**Instructions for the task**
Beginning with the line where "thumb ip: (864, 918)" appears, please restate each line of the records below word for word until the last one, inclusive, and nothing else.

(Records shown)

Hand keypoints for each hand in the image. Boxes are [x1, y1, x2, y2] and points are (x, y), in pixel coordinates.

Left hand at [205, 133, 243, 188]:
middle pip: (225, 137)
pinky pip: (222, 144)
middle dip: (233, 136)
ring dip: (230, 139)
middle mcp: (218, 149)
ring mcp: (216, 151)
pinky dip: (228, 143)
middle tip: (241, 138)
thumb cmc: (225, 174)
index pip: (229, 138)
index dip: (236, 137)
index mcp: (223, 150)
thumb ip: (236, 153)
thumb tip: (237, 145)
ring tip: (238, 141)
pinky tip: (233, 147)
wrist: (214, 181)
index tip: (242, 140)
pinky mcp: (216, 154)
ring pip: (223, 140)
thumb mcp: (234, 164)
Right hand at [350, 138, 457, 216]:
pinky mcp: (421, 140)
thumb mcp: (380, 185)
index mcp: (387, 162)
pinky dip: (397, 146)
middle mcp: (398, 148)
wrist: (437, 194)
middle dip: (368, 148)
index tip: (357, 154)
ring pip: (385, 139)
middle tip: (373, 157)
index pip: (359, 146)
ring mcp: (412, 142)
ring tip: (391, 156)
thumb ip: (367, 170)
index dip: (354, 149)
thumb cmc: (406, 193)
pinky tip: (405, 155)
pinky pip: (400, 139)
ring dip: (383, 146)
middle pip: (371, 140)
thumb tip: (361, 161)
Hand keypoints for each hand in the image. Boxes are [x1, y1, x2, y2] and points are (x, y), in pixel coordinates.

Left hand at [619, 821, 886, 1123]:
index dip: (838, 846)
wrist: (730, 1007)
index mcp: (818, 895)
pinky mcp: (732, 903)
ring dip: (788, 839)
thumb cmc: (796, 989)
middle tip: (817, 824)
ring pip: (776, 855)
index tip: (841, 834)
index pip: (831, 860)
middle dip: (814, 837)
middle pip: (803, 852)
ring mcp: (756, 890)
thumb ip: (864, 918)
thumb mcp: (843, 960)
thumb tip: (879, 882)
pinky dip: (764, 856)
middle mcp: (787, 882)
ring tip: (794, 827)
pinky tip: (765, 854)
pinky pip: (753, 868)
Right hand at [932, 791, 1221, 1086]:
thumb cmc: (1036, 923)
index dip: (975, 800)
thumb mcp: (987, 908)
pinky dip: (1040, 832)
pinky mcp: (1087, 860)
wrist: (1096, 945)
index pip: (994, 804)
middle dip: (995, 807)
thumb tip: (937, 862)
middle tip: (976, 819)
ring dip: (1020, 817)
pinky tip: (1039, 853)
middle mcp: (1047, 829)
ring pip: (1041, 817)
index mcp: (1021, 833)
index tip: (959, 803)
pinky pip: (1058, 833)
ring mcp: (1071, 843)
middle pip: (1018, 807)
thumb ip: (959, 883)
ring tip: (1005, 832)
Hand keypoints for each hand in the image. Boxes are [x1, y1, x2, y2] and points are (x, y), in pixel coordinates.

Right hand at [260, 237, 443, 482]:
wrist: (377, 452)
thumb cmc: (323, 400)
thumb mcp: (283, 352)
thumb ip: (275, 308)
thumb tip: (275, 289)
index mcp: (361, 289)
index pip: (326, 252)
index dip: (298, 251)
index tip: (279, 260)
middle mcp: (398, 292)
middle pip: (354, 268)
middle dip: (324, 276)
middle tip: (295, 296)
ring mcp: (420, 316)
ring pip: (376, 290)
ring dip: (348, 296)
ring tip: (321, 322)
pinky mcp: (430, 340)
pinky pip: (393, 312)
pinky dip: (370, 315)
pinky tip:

(End Records shown)

**Answer to this exercise**
thumb ip: (864, 918)
thumb mcp: (843, 960)
thumb tip: (879, 882)
pinky dip: (764, 856)
middle mcp: (787, 882)
ring tip: (794, 827)
pinky tip: (765, 854)
pinky pip: (753, 868)
Right hand at [932, 791, 1221, 1086]:
thumb cmc: (1036, 923)
index dip: (975, 800)
thumb mcp: (987, 908)
pinky dip: (1040, 832)
pinky mcp: (1087, 860)
wrist: (1096, 945)
index pip: (994, 804)
middle dip: (995, 807)
thumb tip: (937, 862)
middle tip: (976, 819)
ring dip: (1020, 817)
pinky tip: (1039, 853)
middle mcp: (1047, 829)
ring pip: (1041, 817)
index mcp: (1021, 833)
index tip: (959, 803)
pinky pip: (1058, 833)
ring mcp: (1071, 843)
middle pip: (1018, 807)
thumb ip: (959, 883)
ring tip: (1005, 832)
Hand keypoints for each hand in the image. Boxes are [x1, y1, x2, y2] and points are (x, y), in pixel coordinates.

Right hand at [260, 237, 443, 482]:
wrist: (377, 452)
thumb cmc: (323, 400)
thumb mcp: (283, 352)
thumb ip: (275, 308)
thumb tip: (275, 289)
index mcp: (361, 289)
index pip: (326, 252)
index dip: (298, 251)
index tip: (279, 260)
middle mcp: (398, 292)
middle pip: (354, 268)
middle dip: (324, 276)
middle tip: (295, 296)
ring mcp: (420, 316)
ring pip: (376, 290)
ring dip: (348, 296)
ring tip: (321, 322)
pinky mcp: (430, 340)
pinky pip: (393, 312)
pinky dip: (370, 315)
pinky tip:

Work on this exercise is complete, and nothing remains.